May 25, 2015
Go, Read: Agitation On Behalf Of Wally Wood Receiving A Top Of Show Credit On Daredevil TV Show
I'm not sure what to do with an openly naked PR attempt to manufacture a mini-controversy like an open letter generated by J. David Spurlock of the Wally Wood Estate asking for a credit on the recent
Daredevil TV show,
covered here and some other places. I love Wally Wood, down to every last scrap of work he did. I love the idea of Wally Wood: drunk ghost-daddy of beautiful, broken mainstream comic books and their beautiful, broken creators. I think there should be Wally Wood ice cream. The work he did on reviving
Daredevil from its initial conceptual work by Stan Lee and Bill Everett was indeed crucial to that character's survival and eventual transmutation into the forms seen on the show.

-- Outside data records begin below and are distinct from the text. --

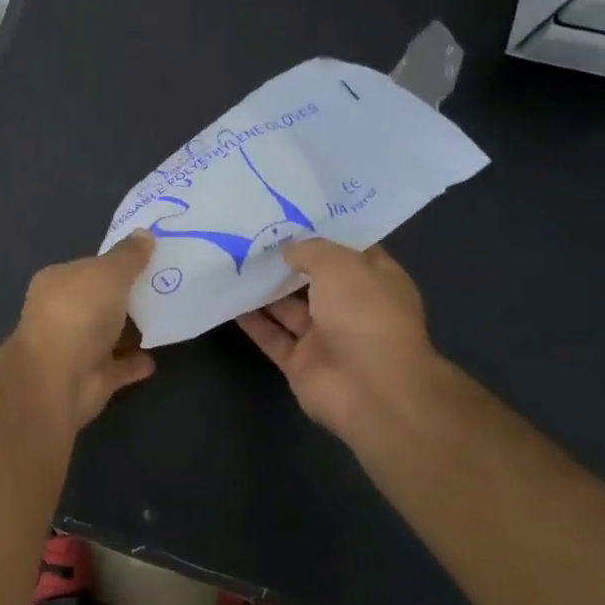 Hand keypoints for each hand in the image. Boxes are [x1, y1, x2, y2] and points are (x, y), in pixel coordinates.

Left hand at [12, 233, 156, 430]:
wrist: (58, 379)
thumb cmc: (78, 314)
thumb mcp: (107, 274)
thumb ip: (128, 256)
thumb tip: (145, 233)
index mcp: (58, 282)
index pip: (90, 266)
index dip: (117, 262)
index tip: (151, 258)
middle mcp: (63, 312)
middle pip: (102, 299)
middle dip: (128, 295)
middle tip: (168, 284)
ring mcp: (77, 347)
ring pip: (110, 334)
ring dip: (134, 328)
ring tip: (168, 316)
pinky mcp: (92, 378)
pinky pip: (119, 366)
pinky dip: (135, 362)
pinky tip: (156, 357)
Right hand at [236, 238, 439, 444]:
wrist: (369, 389)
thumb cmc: (365, 315)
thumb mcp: (341, 265)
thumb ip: (311, 251)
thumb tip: (288, 251)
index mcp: (376, 281)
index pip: (351, 251)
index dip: (324, 234)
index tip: (290, 216)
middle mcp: (353, 308)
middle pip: (315, 280)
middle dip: (288, 261)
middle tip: (251, 237)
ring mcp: (326, 338)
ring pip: (289, 309)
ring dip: (265, 290)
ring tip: (233, 263)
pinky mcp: (301, 363)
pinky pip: (272, 337)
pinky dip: (252, 321)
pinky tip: (228, 299) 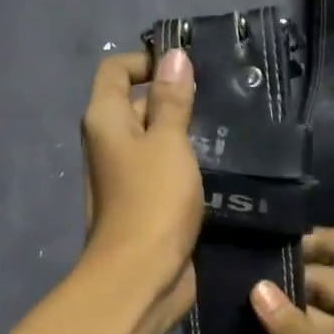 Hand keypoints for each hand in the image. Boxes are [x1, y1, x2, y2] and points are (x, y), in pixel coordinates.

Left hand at [79, 48, 200, 326]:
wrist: (142, 276)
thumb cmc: (152, 201)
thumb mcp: (168, 142)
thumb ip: (172, 100)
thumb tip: (174, 56)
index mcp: (105, 120)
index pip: (116, 70)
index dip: (148, 61)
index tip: (189, 67)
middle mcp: (109, 143)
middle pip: (137, 103)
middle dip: (174, 96)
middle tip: (220, 95)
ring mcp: (126, 175)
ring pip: (155, 139)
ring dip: (184, 132)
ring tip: (228, 125)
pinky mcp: (146, 202)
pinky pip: (165, 169)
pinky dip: (186, 163)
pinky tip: (221, 162) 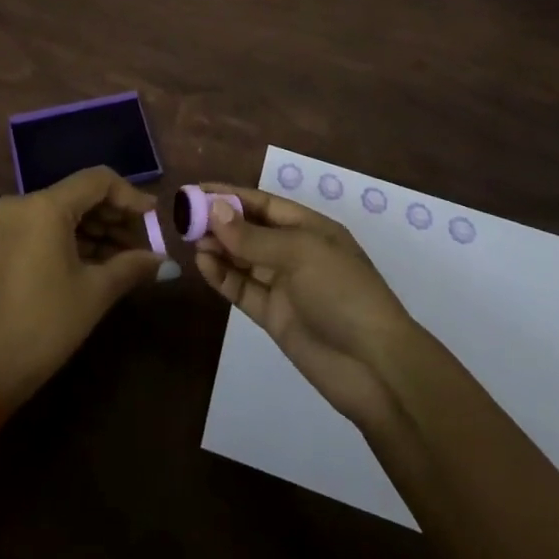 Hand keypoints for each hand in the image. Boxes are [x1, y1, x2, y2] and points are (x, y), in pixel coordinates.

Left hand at [0, 167, 163, 415]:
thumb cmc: (45, 325)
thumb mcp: (95, 293)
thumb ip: (132, 266)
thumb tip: (165, 261)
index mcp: (45, 206)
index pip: (98, 180)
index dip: (130, 196)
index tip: (154, 217)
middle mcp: (23, 203)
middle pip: (80, 194)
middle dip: (114, 216)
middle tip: (143, 243)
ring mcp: (8, 223)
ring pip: (63, 211)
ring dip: (96, 229)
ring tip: (126, 257)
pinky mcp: (1, 243)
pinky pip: (44, 227)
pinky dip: (72, 239)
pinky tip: (97, 261)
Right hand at [193, 185, 416, 428]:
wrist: (375, 367)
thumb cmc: (342, 293)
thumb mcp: (299, 253)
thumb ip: (253, 236)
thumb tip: (214, 209)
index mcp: (310, 228)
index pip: (263, 204)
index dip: (231, 196)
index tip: (196, 190)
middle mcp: (295, 252)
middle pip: (250, 230)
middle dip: (219, 221)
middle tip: (183, 216)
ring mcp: (284, 286)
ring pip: (243, 259)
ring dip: (218, 247)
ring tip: (189, 239)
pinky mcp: (274, 316)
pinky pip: (243, 288)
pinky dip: (222, 276)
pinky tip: (202, 264) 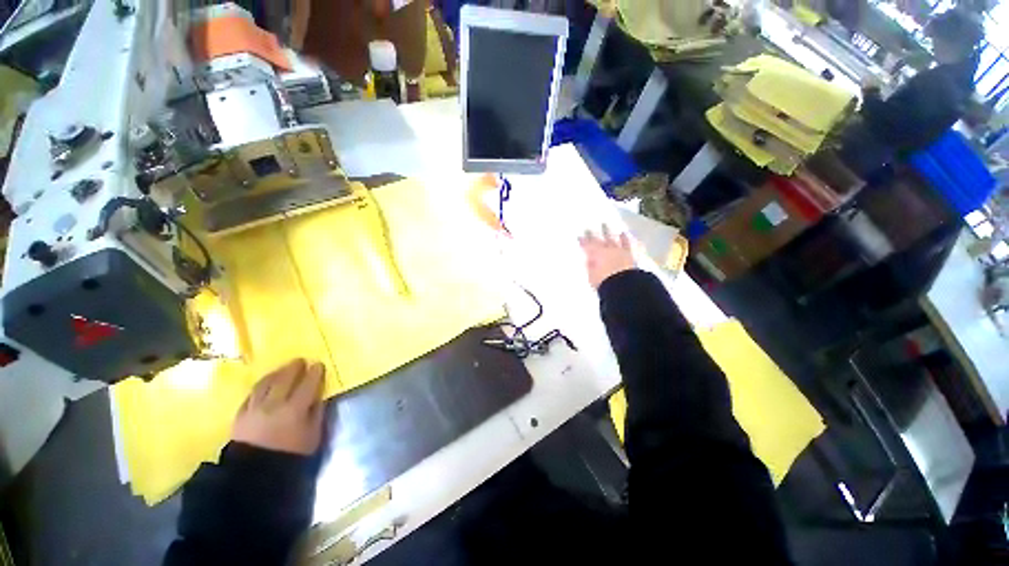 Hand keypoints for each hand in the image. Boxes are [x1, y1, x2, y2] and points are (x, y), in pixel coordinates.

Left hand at [232, 359, 325, 455]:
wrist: (255, 475)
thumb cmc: (291, 455)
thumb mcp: (313, 435)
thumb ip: (317, 413)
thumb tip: (318, 396)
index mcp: (295, 409)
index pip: (308, 384)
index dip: (315, 373)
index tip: (319, 364)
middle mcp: (274, 403)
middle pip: (285, 378)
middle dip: (294, 367)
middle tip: (301, 360)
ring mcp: (254, 408)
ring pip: (266, 383)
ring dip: (277, 372)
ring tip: (283, 368)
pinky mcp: (240, 414)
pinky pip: (251, 393)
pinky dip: (261, 385)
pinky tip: (265, 383)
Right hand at [579, 225, 635, 288]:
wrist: (624, 285)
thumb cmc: (604, 281)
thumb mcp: (591, 275)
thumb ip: (590, 265)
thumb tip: (589, 259)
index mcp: (595, 254)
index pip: (587, 245)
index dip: (582, 241)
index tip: (579, 236)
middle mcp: (606, 249)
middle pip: (598, 239)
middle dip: (593, 233)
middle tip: (589, 226)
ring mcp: (618, 250)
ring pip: (612, 238)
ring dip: (608, 231)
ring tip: (605, 224)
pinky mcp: (629, 254)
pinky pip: (626, 244)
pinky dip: (624, 238)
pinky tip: (623, 233) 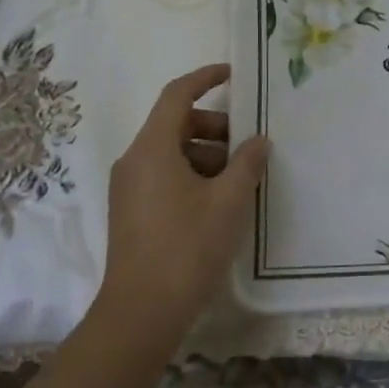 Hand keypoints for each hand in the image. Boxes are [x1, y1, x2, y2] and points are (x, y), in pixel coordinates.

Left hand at [98, 64, 268, 347]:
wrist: (141, 313)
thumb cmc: (187, 247)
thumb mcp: (229, 201)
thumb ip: (247, 163)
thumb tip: (258, 141)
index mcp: (152, 149)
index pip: (177, 95)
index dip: (205, 78)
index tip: (234, 75)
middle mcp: (135, 161)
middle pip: (176, 124)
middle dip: (215, 127)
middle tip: (249, 145)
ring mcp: (130, 188)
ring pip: (172, 153)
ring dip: (208, 155)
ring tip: (241, 179)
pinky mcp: (132, 212)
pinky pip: (165, 176)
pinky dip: (193, 175)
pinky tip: (220, 201) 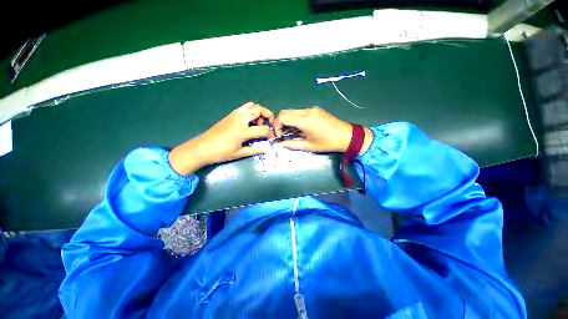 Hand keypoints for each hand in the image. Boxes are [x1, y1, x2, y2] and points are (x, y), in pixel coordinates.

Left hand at [169, 102, 274, 175]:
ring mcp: (234, 115)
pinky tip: (248, 122)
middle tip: (269, 123)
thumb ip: (255, 150)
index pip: (263, 129)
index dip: (270, 133)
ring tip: (257, 122)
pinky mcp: (229, 115)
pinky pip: (243, 108)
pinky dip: (250, 111)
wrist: (202, 148)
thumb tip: (266, 149)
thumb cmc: (221, 153)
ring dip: (258, 111)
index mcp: (243, 131)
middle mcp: (240, 120)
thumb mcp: (239, 154)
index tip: (272, 137)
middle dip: (268, 114)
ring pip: (250, 105)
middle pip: (258, 109)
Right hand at [273, 106, 372, 153]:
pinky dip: (296, 119)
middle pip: (286, 112)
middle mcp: (307, 111)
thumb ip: (292, 145)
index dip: (277, 126)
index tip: (279, 135)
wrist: (346, 136)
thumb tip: (280, 144)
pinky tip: (302, 128)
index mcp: (305, 121)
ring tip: (293, 132)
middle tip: (283, 133)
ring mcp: (312, 109)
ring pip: (293, 111)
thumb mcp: (309, 146)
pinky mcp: (316, 109)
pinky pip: (301, 112)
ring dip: (289, 121)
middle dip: (280, 122)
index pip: (283, 117)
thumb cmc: (327, 143) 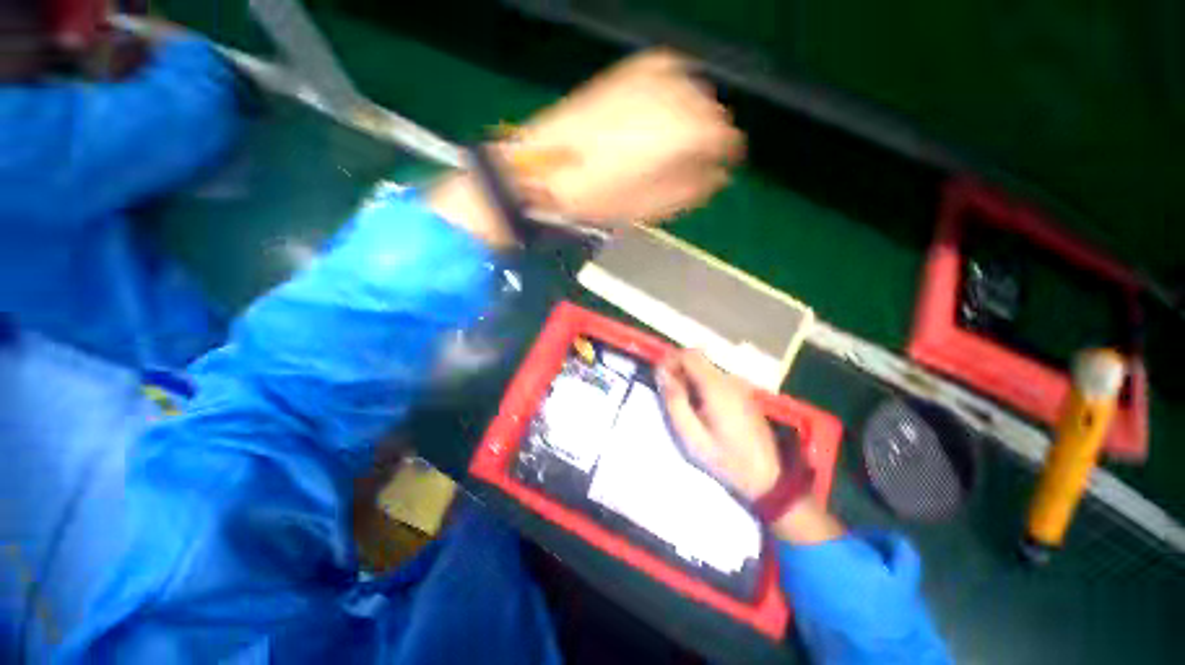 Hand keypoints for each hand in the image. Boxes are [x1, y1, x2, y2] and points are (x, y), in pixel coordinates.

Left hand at [509, 49, 743, 225]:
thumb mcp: (650, 208)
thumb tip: (716, 177)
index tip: (718, 168)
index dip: (725, 156)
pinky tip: (658, 116)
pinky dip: (672, 96)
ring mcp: (651, 78)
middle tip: (689, 161)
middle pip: (711, 112)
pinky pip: (669, 77)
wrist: (547, 167)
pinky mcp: (630, 72)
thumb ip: (691, 190)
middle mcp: (675, 96)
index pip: (726, 138)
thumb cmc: (598, 197)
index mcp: (682, 135)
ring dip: (689, 117)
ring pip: (692, 93)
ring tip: (669, 143)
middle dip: (705, 138)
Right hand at [658, 350, 845, 543]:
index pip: (689, 355)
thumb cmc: (724, 457)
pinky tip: (701, 408)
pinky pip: (715, 378)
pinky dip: (702, 384)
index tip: (660, 377)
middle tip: (669, 394)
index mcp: (715, 386)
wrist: (768, 475)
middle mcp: (729, 379)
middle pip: (697, 359)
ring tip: (684, 404)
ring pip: (705, 368)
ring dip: (690, 377)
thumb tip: (661, 372)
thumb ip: (674, 400)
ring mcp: (739, 384)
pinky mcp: (743, 392)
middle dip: (678, 369)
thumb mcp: (691, 435)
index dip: (670, 360) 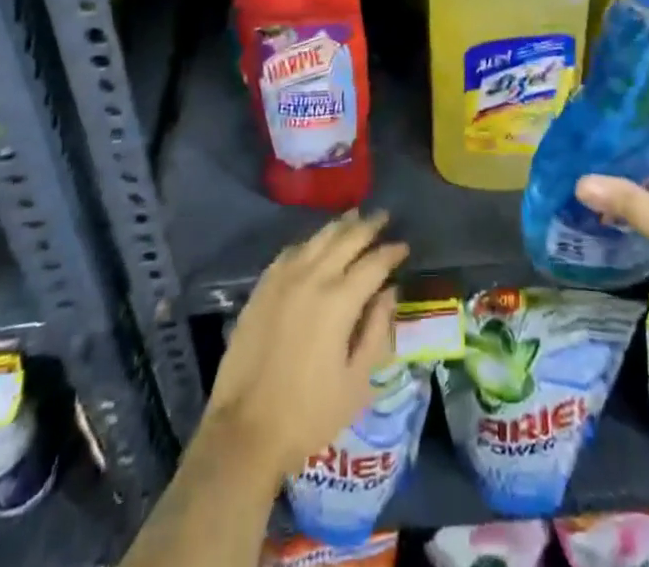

On the other hand, I'm super-dubious of efforts calling attention to an apparent controversy that seem instead to be there to generate one.
The use of Mark Waid's general quote about Wally Wood as a specific endorsement of the call to credit is awful, flat-out. The idea of a pre-show credit is a very specific request for which very broad, general reasoning has been given, reasoning that may make you look like a corporation-loving chumpstick if you opt out. It's hard for me to figure out what's optimally just. I see Wood's contribution as pretty unique in the history of comics and in the history of
Daredevil, but I bet others don't. I can imagine a lot of rational adults feeling Gene Colan and Roy Thomas are just as deserving as developers, and then it starts to look like you're about to head down a hole.
My hunch is that there's no perfect solution here, but that a rational conversation can be had about creator vs. developer credit, credit in front of a property or on the back-end, and then the entire sticky business of who might get paid.